Top of DATASET

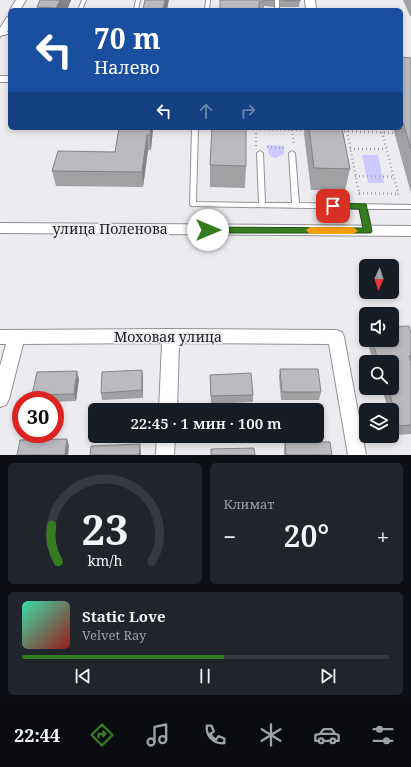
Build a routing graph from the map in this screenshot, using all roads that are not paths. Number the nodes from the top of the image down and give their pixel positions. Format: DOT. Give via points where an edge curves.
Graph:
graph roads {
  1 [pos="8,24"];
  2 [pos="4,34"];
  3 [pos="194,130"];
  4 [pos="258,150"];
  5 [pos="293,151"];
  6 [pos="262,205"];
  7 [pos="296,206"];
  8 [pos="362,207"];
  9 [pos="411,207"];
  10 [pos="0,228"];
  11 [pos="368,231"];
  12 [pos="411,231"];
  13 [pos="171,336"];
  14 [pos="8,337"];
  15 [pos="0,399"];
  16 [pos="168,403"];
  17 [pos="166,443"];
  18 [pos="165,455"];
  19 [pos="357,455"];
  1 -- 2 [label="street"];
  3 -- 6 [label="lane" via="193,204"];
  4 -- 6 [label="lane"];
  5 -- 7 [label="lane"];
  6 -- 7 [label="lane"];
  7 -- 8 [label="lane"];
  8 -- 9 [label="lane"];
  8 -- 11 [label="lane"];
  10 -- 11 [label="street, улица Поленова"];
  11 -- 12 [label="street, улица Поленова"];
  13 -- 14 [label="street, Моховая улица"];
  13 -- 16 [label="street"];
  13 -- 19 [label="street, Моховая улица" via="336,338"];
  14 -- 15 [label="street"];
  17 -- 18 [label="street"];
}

Bottom of DATASET
Top of DATASET

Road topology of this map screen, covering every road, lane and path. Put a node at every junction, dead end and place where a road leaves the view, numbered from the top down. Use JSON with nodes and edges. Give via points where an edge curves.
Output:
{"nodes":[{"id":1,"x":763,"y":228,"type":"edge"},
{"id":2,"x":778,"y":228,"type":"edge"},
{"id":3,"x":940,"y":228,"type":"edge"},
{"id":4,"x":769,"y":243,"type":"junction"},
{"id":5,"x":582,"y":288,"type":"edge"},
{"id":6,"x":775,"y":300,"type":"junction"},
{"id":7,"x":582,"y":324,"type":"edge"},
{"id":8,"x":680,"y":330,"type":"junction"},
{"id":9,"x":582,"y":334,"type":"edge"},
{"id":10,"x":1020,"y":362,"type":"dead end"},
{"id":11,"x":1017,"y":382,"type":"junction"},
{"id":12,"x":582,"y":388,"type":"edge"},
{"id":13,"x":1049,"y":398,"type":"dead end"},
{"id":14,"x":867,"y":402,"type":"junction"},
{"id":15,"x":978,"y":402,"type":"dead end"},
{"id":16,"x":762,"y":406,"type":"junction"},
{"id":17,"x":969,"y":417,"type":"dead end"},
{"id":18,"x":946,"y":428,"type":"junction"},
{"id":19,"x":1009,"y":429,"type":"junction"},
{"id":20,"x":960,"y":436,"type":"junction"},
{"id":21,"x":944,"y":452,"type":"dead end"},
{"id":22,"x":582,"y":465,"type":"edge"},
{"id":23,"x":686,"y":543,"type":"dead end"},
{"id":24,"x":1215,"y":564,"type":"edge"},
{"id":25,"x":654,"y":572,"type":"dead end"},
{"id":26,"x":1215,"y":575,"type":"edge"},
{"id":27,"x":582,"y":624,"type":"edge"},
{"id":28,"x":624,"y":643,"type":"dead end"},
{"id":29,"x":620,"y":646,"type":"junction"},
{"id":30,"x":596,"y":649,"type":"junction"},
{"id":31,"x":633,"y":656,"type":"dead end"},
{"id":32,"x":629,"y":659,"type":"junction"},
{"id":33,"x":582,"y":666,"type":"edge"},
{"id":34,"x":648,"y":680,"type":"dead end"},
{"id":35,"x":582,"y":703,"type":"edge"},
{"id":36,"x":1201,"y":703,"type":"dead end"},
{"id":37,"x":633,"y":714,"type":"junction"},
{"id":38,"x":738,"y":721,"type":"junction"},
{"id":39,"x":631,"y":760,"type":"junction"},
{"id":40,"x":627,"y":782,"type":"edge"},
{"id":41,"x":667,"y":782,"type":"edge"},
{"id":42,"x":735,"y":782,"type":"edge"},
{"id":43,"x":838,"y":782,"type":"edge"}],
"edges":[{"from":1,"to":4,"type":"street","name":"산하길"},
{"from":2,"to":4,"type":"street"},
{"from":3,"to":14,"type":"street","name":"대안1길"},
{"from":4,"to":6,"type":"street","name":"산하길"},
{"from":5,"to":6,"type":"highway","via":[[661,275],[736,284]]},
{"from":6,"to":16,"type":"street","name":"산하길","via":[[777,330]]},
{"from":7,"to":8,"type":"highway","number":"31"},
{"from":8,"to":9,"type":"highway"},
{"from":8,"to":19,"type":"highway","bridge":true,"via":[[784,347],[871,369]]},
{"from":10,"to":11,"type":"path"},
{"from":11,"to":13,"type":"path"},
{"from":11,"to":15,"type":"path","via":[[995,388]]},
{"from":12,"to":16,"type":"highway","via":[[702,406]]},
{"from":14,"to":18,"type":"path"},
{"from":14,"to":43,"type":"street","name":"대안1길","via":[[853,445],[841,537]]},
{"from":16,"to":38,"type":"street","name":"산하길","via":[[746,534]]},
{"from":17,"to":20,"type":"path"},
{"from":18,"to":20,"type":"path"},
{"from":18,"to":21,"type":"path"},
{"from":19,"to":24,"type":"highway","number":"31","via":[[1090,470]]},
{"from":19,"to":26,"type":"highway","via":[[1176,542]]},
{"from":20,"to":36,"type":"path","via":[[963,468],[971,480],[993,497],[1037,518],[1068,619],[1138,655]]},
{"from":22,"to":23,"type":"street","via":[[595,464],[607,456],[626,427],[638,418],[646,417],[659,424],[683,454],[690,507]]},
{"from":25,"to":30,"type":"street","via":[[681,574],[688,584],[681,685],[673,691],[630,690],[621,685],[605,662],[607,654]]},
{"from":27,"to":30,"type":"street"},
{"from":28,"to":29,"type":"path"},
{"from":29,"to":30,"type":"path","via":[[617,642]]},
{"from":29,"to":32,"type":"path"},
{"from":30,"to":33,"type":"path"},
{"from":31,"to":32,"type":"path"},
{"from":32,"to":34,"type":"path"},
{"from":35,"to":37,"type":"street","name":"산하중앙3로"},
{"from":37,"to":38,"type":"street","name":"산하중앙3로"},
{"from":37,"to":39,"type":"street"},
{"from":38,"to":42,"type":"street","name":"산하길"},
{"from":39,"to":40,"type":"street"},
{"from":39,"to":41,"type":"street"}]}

Bottom of DATASET

## [WORK TO BE COMPLETED]
Reproduce every line from the listing above that holds the word "where".

## [EXPECTED ANSWER]
Build a routing graph from the map in this screenshot, using all roads that are not paths. Number the nodes from the top of the image down and give their pixel positions. Format: DOT. Give via points where an edge curves.
Road topology of this map screen, covering every road, lane and path. Put a node at every junction, dead end and place where a road leaves the view, numbered from the top down. Use JSON with nodes and edges. Give via points where an edge curves.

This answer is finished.